WHAT IS EXPECTED
Repeat each entry below exactly, omitting any picture it holds.

--------------------------------------------------

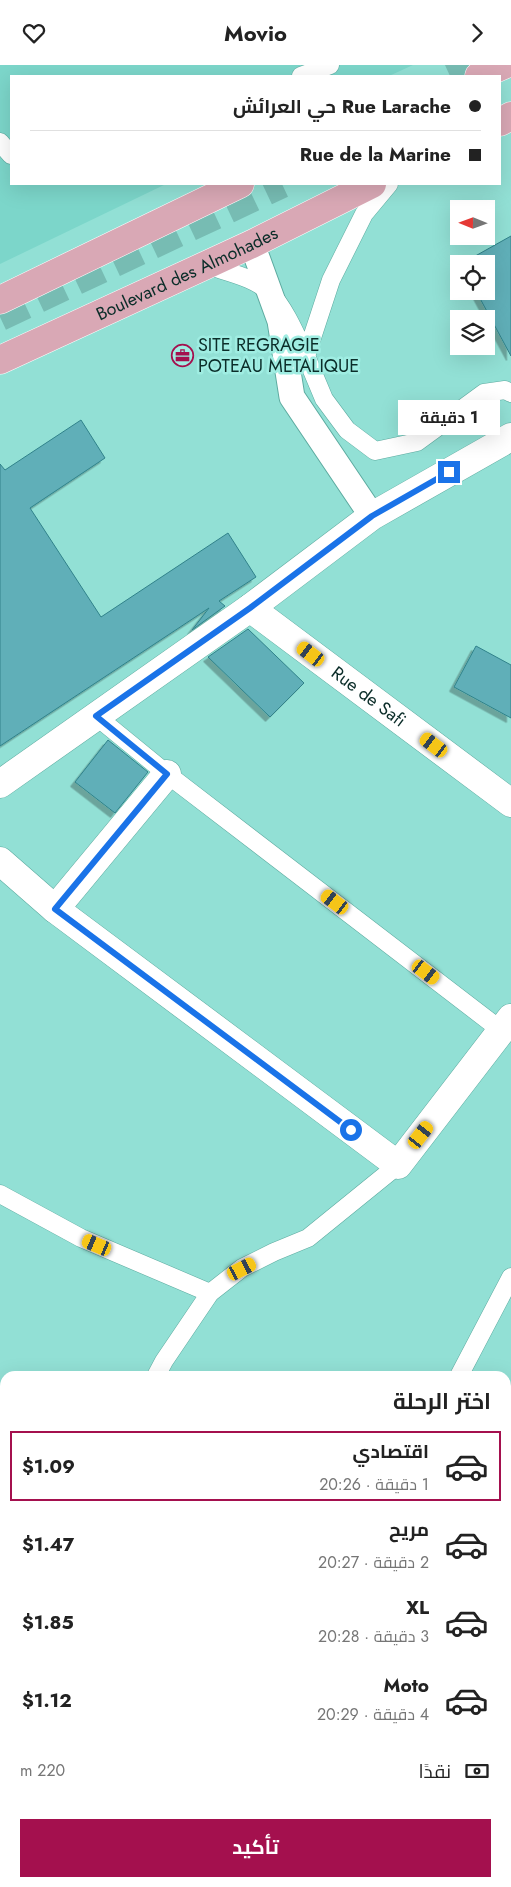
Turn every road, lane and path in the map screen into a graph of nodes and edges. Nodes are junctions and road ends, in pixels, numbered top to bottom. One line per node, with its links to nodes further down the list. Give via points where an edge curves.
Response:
1 (330, 65): 3 (lane)
2 (504, 65): 4 (main road)
3 (304, 75)
4 (481, 75)
5 (0, 142): 6 (lane)
6 (10, 154)
7 (238, 185): 13 (main road)
8 (370, 185): 10 (main road, Boulevard des Almohades)
9 (388, 185): 14 (lane, via 364,214 331,280)
10 (252, 245): 11 (main road, Boulevard des Almohades); 12 (street)
11 (207, 265): 12 (lane); 15 (main road, Boulevard des Almohades)
12 (270, 292): 14 (lane, via 292,326); 18 (street, via 280,321 292,397)
13 (0, 300)
14 (306, 356): 16 (lane, via 324,399 347,430 374,451 417,442 484,393 505,390)
15 (0, 360)
16 (511, 393)
17 (511, 437): 18 (street)
18 (372, 516): 19 (street)
19 (250, 608): 20 (street); 23 (street, Rue de Safi)
20 (96, 716): 21 (lane); 22 (street)
21 (167, 774): 25 (street); 26 (lane)
22 (0, 784)
23 (511, 803)
24 (0, 861): 25 (street)
25 (55, 909): 27 (street)
26 (507, 1024): 27 (street)
27 (398, 1165): 30 (lane, via 308,1238 242,1269)
28 (0, 1194): 30 (lane, via 81,1238)
29 (511, 1277): 32 (lane)
30 (210, 1293): 31 (lane)
31 (159, 1371)
32 (462, 1371)

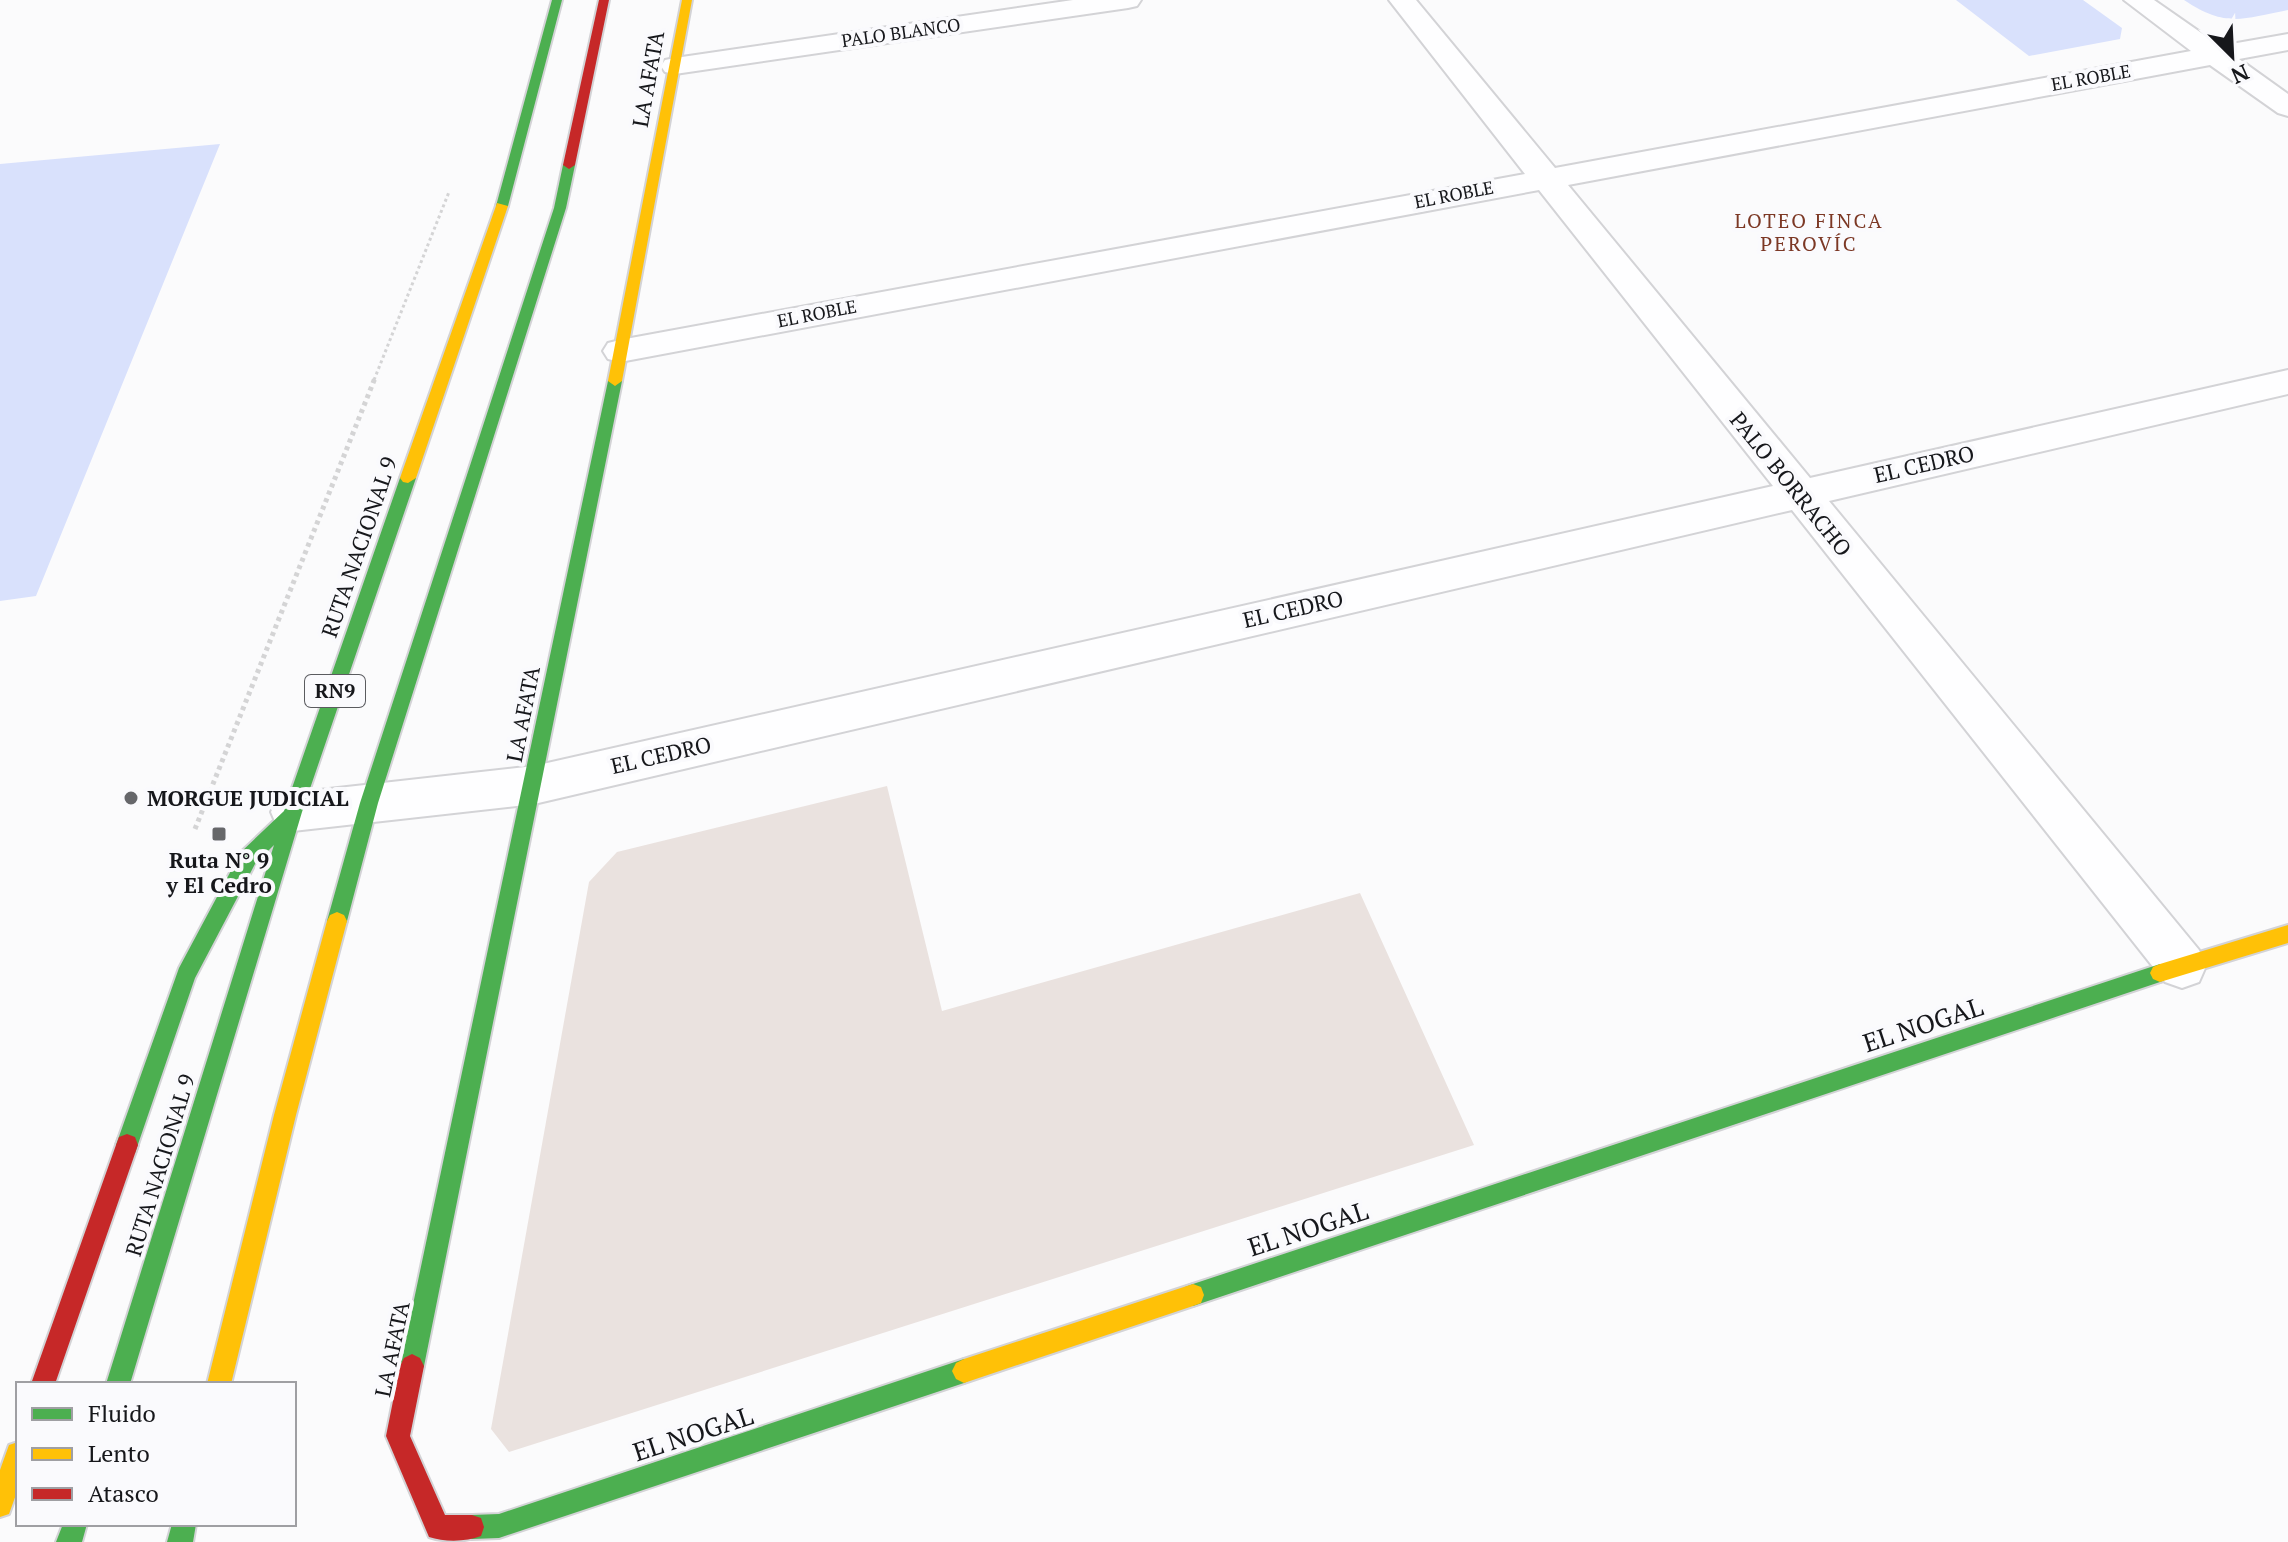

--------------------------------------------------

TASK RESULT
Turn every road, lane and path in the map screen into a graph of nodes and edges. Nodes are junctions and road ends, in pixels, numbered top to bottom. One line per node, with its links to nodes further down the list. Give via points where an edge curves.
Response:
1 (330, 65): 3 (lane)
2 (504, 65): 4 (main road)
3 (304, 75)
4 (481, 75)
5 (0, 142): 6 (lane)
6 (10, 154)
7 (238, 185): 13 (main road)
8 (370, 185): 10 (main road, Boulevard des Almohades)
9 (388, 185): 14 (lane, via 364,214 331,280)
10 (252, 245): 11 (main road, Boulevard des Almohades); 12 (street)
11 (207, 265): 12 (lane); 15 (main road, Boulevard des Almohades)
12 (270, 292): 14 (lane, via 292,326); 18 (street, via 280,321 292,397)
13 (0, 300)
14 (306, 356): 16 (lane, via 324,399 347,430 374,451 417,442 484,393 505,390)
15 (0, 360)
16 (511, 393)
17 (511, 437): 18 (street)
18 (372, 516): 19 (street)
19 (250, 608): 20 (street); 23 (street, Rue de Safi)
20 (96, 716): 21 (lane); 22 (street)
21 (167, 774): 25 (street); 26 (lane)
22 (0, 784)
23 (511, 803)
24 (0, 861): 25 (street)
25 (55, 909): 27 (street)
26 (507, 1024): 27 (street)
27 (398, 1165): 30 (lane, via 308,1238 242,1269)
28 (0, 1194): 30 (lane, via 81,1238)
29 (511, 1277): 32 (lane)
30 (210, 1293): 31 (lane)
31 (159, 1371)
32 (462, 1371)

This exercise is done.